A Generic Multivariate Framework for the Integration of Microbiome Longitudinal Studies With Other Data Types

Front Genet. 2019 Nov 7:10:963. doi: 10.3389/fgene.2019.00963. eCollection 2019.


Simultaneous profiling of biospecimens using different technological platforms enables the study of many data types, encompassing microbial communities, omics, and meta-omics as well as clinical or chemistry variables. Reduction in costs now enables longitudinal or time course studies on the same biological material or system. The overall aim of such studies is to investigate relationships between these longitudinal measures in a holistic manner to further decipher the link between molecular mechanisms and microbial community structures, or host-microbiota interactions. However, analytical frameworks enabling an integrated analysis between microbial communities and other types of biological, clinical, or phenotypic data are still in their infancy.
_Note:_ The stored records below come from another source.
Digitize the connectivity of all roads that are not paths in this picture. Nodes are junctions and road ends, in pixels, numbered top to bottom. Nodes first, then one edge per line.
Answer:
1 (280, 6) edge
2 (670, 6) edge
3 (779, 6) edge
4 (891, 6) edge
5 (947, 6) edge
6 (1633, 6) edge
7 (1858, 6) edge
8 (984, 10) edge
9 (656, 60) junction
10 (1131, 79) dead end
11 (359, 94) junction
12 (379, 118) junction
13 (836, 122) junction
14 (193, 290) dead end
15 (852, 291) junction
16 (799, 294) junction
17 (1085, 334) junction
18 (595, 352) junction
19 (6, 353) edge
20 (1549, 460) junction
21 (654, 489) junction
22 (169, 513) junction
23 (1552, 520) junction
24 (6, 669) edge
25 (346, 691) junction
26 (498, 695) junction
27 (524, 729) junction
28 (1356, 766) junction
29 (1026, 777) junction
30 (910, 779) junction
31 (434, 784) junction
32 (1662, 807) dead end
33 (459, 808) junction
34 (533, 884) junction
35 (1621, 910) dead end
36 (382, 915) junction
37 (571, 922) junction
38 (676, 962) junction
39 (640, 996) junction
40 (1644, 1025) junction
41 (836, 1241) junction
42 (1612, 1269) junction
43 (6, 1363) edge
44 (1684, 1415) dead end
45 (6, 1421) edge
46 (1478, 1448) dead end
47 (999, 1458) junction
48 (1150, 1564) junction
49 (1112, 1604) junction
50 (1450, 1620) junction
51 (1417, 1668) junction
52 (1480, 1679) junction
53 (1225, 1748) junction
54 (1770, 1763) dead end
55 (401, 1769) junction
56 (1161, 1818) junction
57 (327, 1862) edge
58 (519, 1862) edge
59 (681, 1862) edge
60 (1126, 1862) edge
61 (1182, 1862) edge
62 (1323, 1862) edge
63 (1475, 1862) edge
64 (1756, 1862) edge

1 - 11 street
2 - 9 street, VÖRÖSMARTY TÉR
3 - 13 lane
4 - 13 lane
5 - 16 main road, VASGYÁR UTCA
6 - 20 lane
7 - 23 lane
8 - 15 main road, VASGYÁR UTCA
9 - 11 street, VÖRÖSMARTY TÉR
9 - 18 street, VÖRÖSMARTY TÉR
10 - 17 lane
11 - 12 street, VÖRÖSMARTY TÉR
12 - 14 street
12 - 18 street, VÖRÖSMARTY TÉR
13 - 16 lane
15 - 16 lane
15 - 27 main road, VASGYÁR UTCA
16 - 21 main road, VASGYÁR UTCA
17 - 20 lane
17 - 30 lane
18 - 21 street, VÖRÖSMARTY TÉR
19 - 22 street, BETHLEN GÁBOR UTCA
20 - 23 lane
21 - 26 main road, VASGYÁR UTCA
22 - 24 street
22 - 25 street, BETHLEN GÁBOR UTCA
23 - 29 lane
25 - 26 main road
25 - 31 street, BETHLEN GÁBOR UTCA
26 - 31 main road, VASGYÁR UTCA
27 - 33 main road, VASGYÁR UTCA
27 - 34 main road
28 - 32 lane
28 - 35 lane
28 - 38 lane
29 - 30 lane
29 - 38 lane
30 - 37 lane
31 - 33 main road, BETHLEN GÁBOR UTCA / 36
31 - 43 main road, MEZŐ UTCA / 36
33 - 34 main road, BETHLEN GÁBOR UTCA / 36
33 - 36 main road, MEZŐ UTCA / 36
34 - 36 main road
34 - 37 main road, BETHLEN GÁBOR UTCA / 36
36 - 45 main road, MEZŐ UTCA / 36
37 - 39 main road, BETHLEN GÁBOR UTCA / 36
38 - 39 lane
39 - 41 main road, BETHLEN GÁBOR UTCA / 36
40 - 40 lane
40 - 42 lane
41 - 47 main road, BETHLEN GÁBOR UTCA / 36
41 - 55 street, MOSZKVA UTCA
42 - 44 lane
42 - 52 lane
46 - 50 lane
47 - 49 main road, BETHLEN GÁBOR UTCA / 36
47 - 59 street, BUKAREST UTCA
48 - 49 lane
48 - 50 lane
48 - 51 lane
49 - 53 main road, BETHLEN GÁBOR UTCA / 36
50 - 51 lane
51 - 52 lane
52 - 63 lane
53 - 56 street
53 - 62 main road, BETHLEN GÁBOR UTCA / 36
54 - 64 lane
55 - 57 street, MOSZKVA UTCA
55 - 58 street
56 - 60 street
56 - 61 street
The challenges include few time points that may be unevenly spaced and unmatched between different data types, a small number of unique individual biospecimens, and high individual variability. Those challenges are further exacerbated by the inherent characteristics of microbial communities-derived data (e.g., sparse, compositional). We propose a generic data-driven framework to integrate different types of longitudinal data measured on the same biological specimens with microbial community data and select key temporal features with strong associations within the same sample group. The framework ranges from filtering and modeling to integration using smoothing splines and multivariate dimension reduction methods to address some of the analytical challenges of microbiome-derived data. We illustrate our framework on different types of multi-omics case studies in bioreactor experiments as well as human studies.

Keywords: data integration; dimension reduction; feature selection; multi-omics; splines; time course.